I hate to accuse anyone of agreeing with me....
-- MaxwellBuchanan, Jul 25 2010


I'll have a go at this.

The magnetic interaction between the rotor and stator is going to add some torsional strain internally to the pendulum, trying to 'wind it up,' so to speak. This will add some friction to the system at the pendulum swing pivot as well as make the pendulum find a new compromise pivot axis.
-- RayfordSteele, Jul 26 2010


I don't understand why this is controversial - does it matter whether the earth moves, or the pendulum? Isn't it the *system* that's important. Let's take the same logical components and reassemble a flywheel in space that pivots around an axle at the end of a rod (think bycycle forks) containing a dynamo. Does the flywheel rotate and the forks remain stationary, or is it the forks that rotate around the flywheel? Depending on what any given observer is doing at the time, they will see spinning flywheels and/or forks - and both to the same result.

But to answer the question of where does the energy go/come from - wont it come from *both* the earth and the pendulum? If f=ma and a force is exerted on the system (as power is generated) then it is exerted on the *system* of both the pendulum, and the earth. That force will accelarate both of those objects in a ratio subjkect to their singular/combined masses. The pendulum's and the earth's. So both are affected, only one is more visibly affected than the other.

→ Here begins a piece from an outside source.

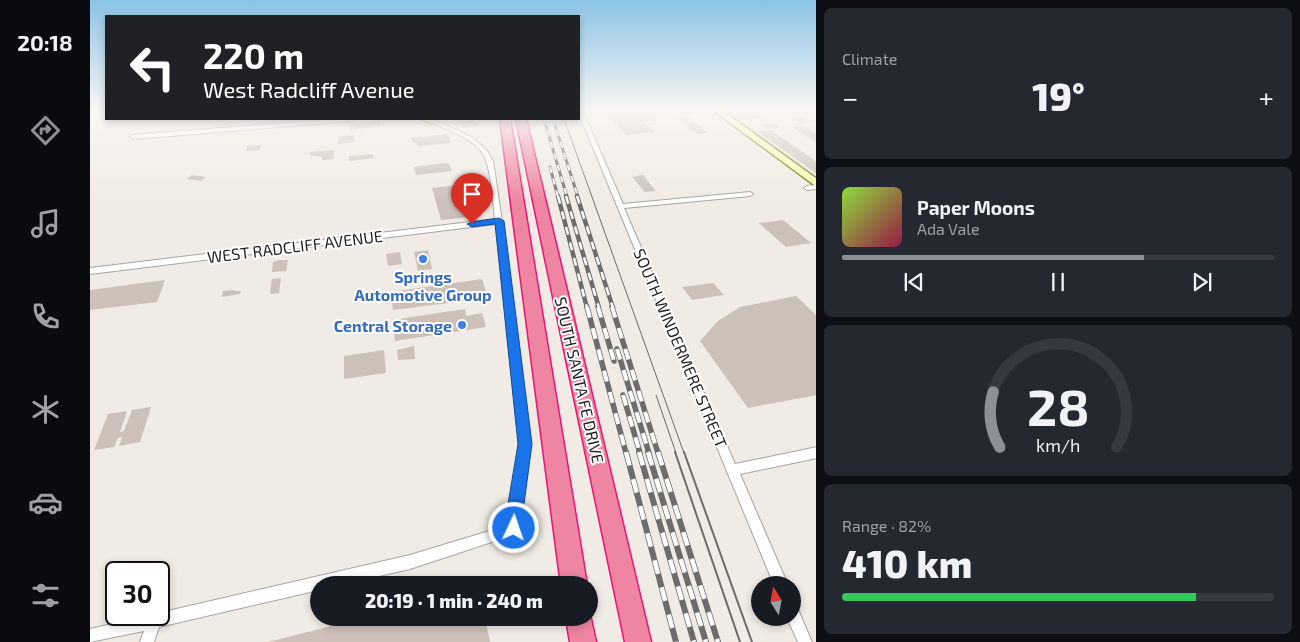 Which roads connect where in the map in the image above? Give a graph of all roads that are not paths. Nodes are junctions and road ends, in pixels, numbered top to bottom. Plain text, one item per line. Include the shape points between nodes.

Like jumping off a building - you are attracted to the earth, but the earth is also attracted to you. However the comparative masses are such that it's silly to perform the calculations showing how the earth's position/velocity is affected, because the results will be so small.
-- zen_tom, Jul 26 2010


resisting Foucault energy results in a slowing of the pendulum itself and not to any significant degree the motion of the earth.There is no free energy here, move along.
-- WcW, Jul 27 2010


when you turn a gyroscope away from the natural (referential) plane energy is removed from the motion of the mass. This can be demonstrated in several ways. In addition there are many forces that do act to "steal" energy from the rotation of the earth. Heating the core is only one example. Geothermal energy is an inertia sapping form of human energy production.
-- WcW, Jul 27 2010


//I'll let you know when I start getting interested in moths.//

Apparently they use WiFi.
-- MaxwellBuchanan, Jul 27 2010


How about looking at this from another angle?

What happens to the Earth when you start the pendulum in the first place? Finally, when the pendulum is at rest again, what could have happened? My thinking is that either the initial Energy is locked up as heat (e.g. air resistance) or used to return the Earth to the original condition.

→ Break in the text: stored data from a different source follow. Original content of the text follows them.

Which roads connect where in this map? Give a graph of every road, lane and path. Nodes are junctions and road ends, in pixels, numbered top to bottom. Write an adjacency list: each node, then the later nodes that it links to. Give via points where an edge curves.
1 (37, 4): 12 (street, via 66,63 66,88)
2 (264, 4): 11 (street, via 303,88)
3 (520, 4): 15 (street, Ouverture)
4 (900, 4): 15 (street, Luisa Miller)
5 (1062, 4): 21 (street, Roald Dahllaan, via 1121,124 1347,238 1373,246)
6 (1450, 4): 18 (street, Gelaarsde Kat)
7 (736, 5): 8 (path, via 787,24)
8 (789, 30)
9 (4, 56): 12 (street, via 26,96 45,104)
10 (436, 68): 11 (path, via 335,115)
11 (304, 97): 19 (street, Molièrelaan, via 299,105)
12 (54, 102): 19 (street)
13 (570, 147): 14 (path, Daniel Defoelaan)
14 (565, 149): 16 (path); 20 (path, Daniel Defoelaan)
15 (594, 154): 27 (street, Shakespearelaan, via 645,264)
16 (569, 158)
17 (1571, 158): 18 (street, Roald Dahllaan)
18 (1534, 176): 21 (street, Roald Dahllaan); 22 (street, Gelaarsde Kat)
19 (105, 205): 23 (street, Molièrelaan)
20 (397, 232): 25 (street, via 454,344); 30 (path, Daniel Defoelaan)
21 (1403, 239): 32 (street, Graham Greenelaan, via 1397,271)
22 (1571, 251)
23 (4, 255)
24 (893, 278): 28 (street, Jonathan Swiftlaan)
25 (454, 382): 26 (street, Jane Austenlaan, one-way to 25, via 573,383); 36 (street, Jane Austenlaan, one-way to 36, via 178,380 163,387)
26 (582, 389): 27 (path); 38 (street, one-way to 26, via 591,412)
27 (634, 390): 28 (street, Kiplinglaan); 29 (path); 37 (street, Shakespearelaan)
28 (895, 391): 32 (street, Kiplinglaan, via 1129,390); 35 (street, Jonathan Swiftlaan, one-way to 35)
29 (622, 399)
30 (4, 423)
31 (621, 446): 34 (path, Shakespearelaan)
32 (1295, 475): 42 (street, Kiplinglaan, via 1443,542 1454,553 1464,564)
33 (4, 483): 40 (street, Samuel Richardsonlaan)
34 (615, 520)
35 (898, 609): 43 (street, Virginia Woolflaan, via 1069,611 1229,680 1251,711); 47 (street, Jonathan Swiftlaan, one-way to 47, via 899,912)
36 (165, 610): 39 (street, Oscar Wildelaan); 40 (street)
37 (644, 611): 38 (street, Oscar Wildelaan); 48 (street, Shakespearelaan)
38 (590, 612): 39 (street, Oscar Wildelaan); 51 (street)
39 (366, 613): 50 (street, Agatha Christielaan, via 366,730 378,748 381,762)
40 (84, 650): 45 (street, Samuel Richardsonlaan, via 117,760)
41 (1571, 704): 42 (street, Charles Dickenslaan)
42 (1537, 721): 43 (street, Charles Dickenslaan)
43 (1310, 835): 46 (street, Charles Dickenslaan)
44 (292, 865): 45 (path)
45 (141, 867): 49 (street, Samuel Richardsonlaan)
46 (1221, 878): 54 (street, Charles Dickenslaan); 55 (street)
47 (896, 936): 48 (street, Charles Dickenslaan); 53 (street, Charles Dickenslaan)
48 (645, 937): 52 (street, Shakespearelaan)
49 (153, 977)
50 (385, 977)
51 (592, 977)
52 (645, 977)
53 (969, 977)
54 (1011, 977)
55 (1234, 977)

Between the beginning and end, I don't think any additional energy would be transferred from Earth to pendulum, otherwise it would swing higher (of course it might if the swing co-incided with the turning of the Earth - how long would the pendulum be in that case?), but with many swings I don't think it would get anything: a bit like pushing a swing a thousand times a second regardless of its position.
-- Ling, Jul 27 2010


//Geothermal energy is an inertia sapping form of human energy production.//

Nonsensical.
-- ldischler, Jul 27 2010


//I don't think any additional energy would be transferred from Earth to pendulum// You may be right. However, the New Improved Powerball version of this idea (qv) is a slightly different situation.
-- MaxwellBuchanan, Jul 27 2010


ok so the influence of geothermal energy on earths inertia is immeasurably small. the solidification of a planetary core does slow rotation. a weak point i confess.
-- WcW, Jul 28 2010


Please don't slow down the Earth's rotation with your machine. Its getting hot enough this summer.
-- el dueno, Jul 30 2010


Answering my question above, a most interesting fact to those who find it interesting is that a pendulum whose period is 1 day will be 1.8 million kms long - about 5 times further than the moon.
-- Ling, Jul 30 2010


I'm pretty sure that all of the energy you extract will actually be taken from the inertia of the pendulum itself, as this is the energy source for the rotation.